Snyder: So the gold standard had become, although I’m not sure that I understand how it happened exactly, but the gold standard had become drug treatment.
Katz: Well, no.
Snyder: So psychotherapy had to match the gold standard.
Katz: Now, I’m presenting it that way because I came from that field. I don’t think psychotherapists would think of it that way. But the point to me was that – and you’ll see what happened as this evolved – was that you want to know what relationship do these psychotherapies have. In that sense you’re right. What are the most effective treatments for severe depression? Yeah, at that time it was imipramine. And you want to know, is psychotherapy any better, any different?
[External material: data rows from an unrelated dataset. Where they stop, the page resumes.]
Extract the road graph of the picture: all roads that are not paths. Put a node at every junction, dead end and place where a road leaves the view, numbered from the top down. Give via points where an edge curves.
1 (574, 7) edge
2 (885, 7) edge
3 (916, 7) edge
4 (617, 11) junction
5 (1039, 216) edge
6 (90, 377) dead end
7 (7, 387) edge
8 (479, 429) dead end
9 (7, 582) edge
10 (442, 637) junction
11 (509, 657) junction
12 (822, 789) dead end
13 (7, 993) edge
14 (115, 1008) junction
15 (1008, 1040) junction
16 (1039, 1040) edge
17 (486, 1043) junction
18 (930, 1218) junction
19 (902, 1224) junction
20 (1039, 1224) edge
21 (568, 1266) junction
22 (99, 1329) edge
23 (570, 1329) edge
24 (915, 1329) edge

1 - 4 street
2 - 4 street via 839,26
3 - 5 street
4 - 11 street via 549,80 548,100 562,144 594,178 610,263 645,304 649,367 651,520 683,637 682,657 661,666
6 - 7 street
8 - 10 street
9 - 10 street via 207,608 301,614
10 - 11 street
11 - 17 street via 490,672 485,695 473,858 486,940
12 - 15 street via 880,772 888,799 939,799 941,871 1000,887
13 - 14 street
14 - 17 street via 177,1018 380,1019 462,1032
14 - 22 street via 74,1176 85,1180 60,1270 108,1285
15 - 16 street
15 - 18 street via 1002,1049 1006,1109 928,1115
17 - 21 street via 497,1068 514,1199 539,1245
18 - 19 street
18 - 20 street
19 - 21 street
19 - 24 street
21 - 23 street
Snyder: You want to be able to get replicated sites. This is the definition of collaborative research from their point of view. It’s very interesting today for me to hear this, because when they talk about interdisciplinary collaboration now, which has become the big watchword, it means something different than the setting up of research projects in this way.
Katz: Oh, yeah.
Snyder: Very, very different. And I’ll say it, I ask the question now. At the time that all of this was going on; the basic training for psychiatrists was still highly psychoanalytic throughout the country, with some notable exceptions. And the institute was still, you know... First of all, during Burt’s tenure, the main emphasis was on community mental health and community mental health centers, really, and it came from, I mean, that’s when all of this started. And, really, when Burt was removed and Jerry Klerman came in and ADAMHA and Herb Pardes came in, there was a big push then for biological psychiatry. That’s when it really sort of...
Katz: Oh, no, big push.
Snyder: Even before. But then it was the most dominant.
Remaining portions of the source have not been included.